:: EXERCISE GOAL ::
The answer should consist of each line from the data below that includes "East".

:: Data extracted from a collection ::

○ ○ ○ ○

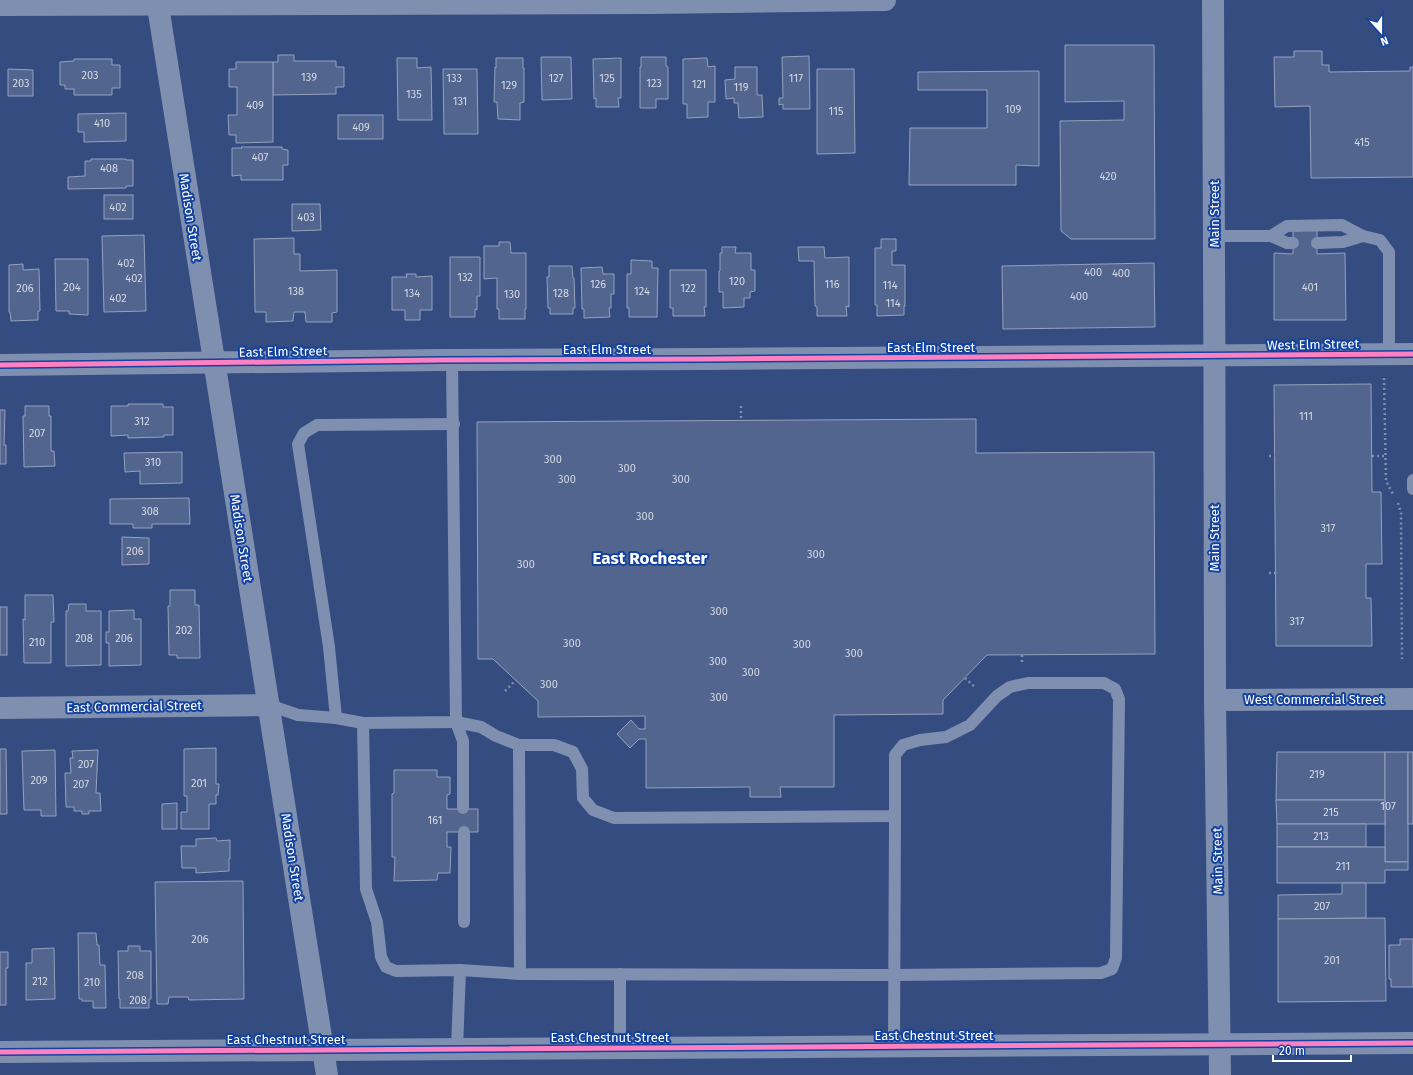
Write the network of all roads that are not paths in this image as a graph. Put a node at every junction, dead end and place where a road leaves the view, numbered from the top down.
1 (885, 0) edge
2 (1213, 0) edge
3 (651, 1) edge
4 (157, 2) edge
5 (254, 2) edge
6 (0, 5) edge
7 (1215, 236) junction
8 (1271, 236) junction
9 (1363, 236) junction
10 (1293, 243) dead end
11 (1317, 243) dead end
12 (1389, 354) junction
13 (1413, 354) edge
14 (1214, 356) junction
15 (452, 360) junction
16 (214, 363) junction
17 (0, 365) edge
18 (454, 424) junction
19 (1413, 480) edge
20 (1413, 489) edge
21 (1413, 699) edge
22 (1215, 700) junction
23 (269, 705) junction
24 (0, 708) edge
25 (336, 718) junction
26 (456, 722) junction
27 (363, 723) junction
28 (519, 745) junction
29 (463, 808) dead end
30 (895, 816) junction
31 (464, 832) dead end
32 (464, 922) dead end
33 (460, 970) junction
34 (520, 974) junction
35 (620, 974) junction
36 (895, 975) junction
37 (1413, 1043) edge
38 (1220, 1044) junction
39 (894, 1046) junction
40 (620, 1048) junction
41 (323, 1049) junction
42 (457, 1049) junction
43 (0, 1052) edge
44 (327, 1075) edge
45 (1220, 1075) edge

1 - 3 street
2 - 7 street, Main Street
3 - 5 street
4 - 5 street
4 - 6 street
4 - 16 street, Madison Street
7 - 8 lane
7 - 14 street, Main Street
8 - 9 lane
8 - 10 lane
9 - 11 lane
9 - 12 lane
12 - 13 street, West Elm Street
12 - 14 street, West Elm Street
14 - 15 street, East Elm Street
14 - 22 street, Main Street
15 - 16 street, East Elm Street
15 - 18 lane
16 - 17 street, East Elm Street
16 - 23 street, Madison Street
18 - 25 lane
18 - 26 lane
19 - 20 lane
21 - 22 street, West Commercial Street
22 - 38 street, Main Street
23 - 24 street, East Commercial Street
23 - 25 lane
23 - 41 street, Madison Street
25 - 27 lane
26 - 27 lane
26 - 28 lane
26 - 29 lane
27 - 33 lane
28 - 30 lane
28 - 34 lane
30 - 36 lane
30 - 36 lane
31 - 32 lane
33 - 34 lane
33 - 42 lane
34 - 35 lane
35 - 36 lane
35 - 40 lane
36 - 39 lane
37 - 38 street, East Chestnut Street
38 - 39 street, East Chestnut Street
38 - 45 street, Main Street
39 - 40 street, East Chestnut Street
40 - 42 street, East Chestnut Street
41 - 42 street, East Chestnut Street
41 - 43 street, East Chestnut Street
41 - 44 street, Madison Street

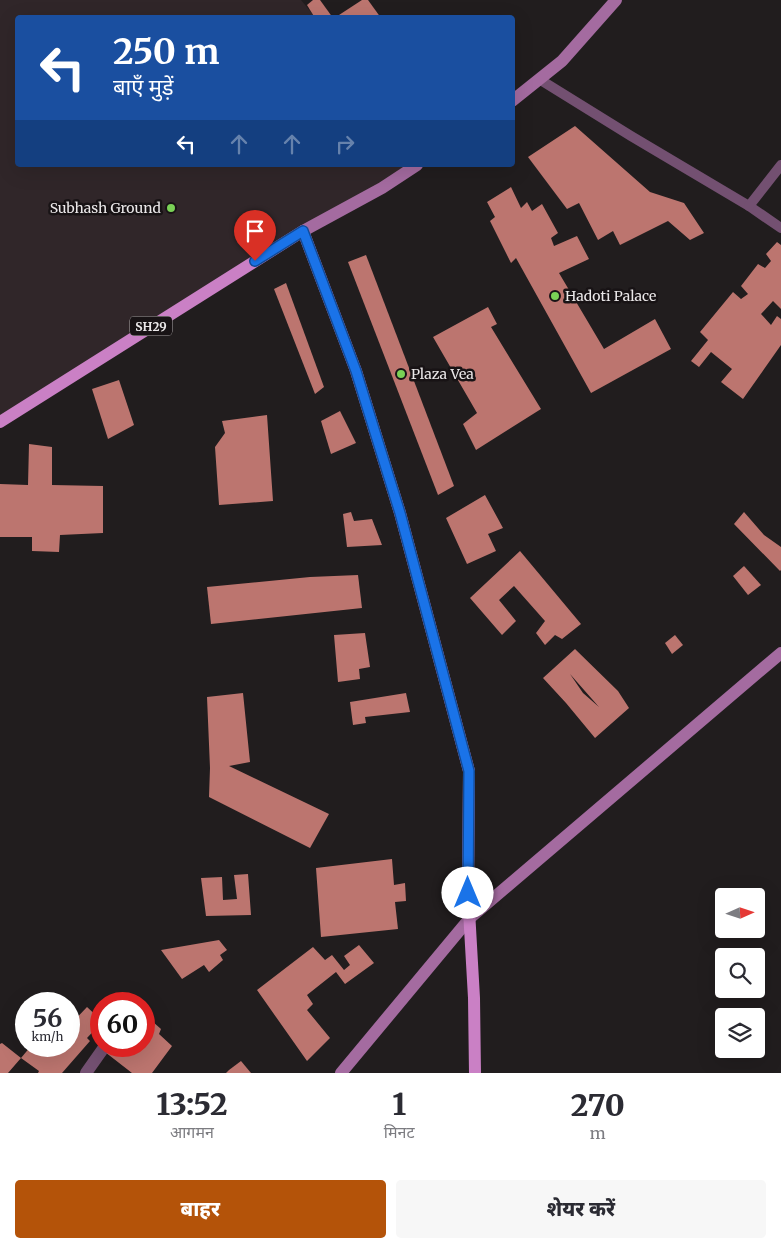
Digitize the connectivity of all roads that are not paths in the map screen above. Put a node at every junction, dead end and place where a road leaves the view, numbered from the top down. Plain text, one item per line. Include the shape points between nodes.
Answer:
1 (616, 0) edge
2 (539, 79) junction
3 (515, 98) edge
4 (781, 165) edge
5 (414, 167) edge
6 (748, 206) junction
7 (781, 228) edge
8 (303, 231) junction
9 (0, 422) edge
10 (781, 653) edge
11 (470, 918) junction
12 (97, 1057) edge
13 (86, 1073) edge
14 (341, 1073) edge
15 (475, 1073) edge

1 - 2 street via 562,61
2 - 3 street
2 - 6 lane
4 - 6 lane
5 - 8 street
6 - 7 lane
8 - 9 main road, SH29
8 - 11 main road via 356,371 400,513 469,771
10 - 11 street
11 - 14 street
11 - 15 main road
12 - 13 street

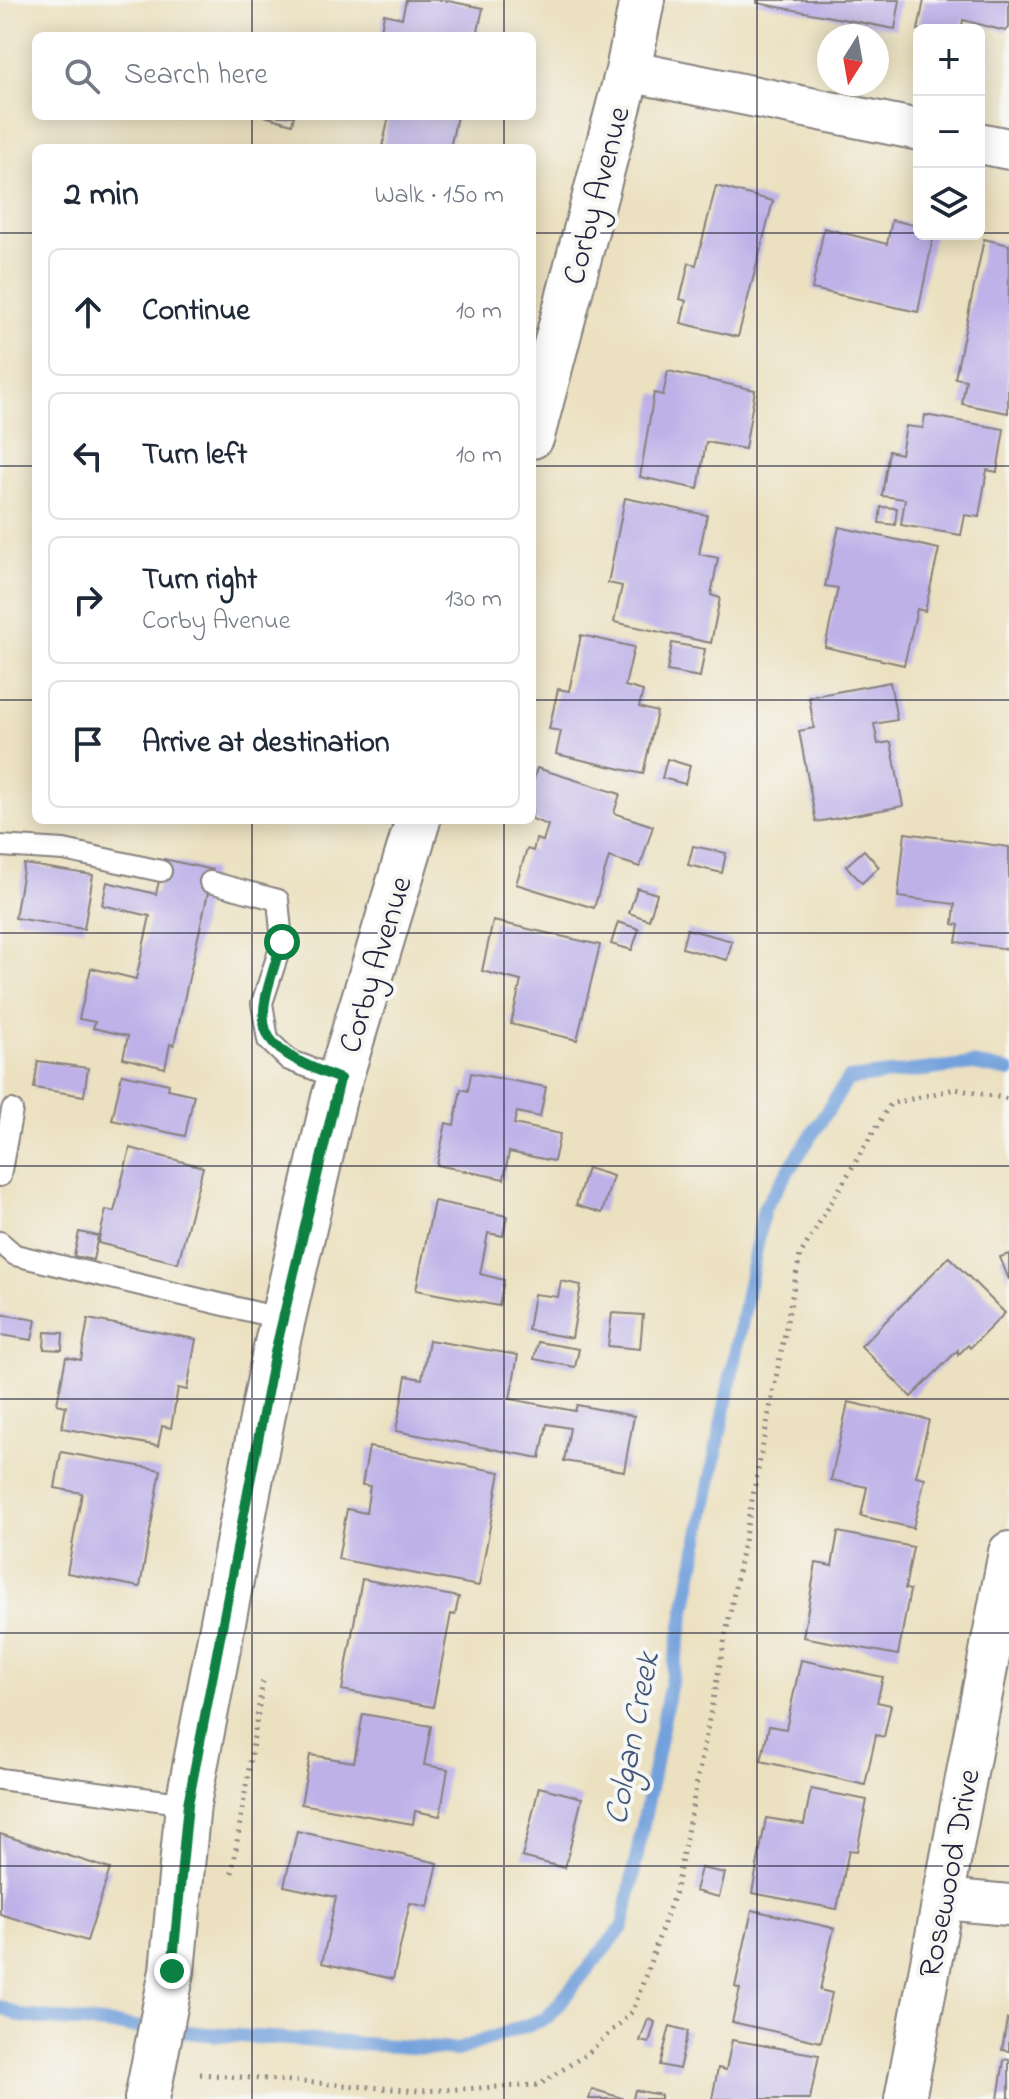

○ ○ ○ ○

:: RESPONSE BELOW ::
14 - 15 street, East Elm Street
15 - 16 street, East Elm Street
16 - 17 street, East Elm Street
23 - 24 street, East Commercial Street
37 - 38 street, East Chestnut Street
38 - 39 street, East Chestnut Street
39 - 40 street, East Chestnut Street
40 - 42 street, East Chestnut Street
41 - 42 street, East Chestnut Street
41 - 43 street, East Chestnut Street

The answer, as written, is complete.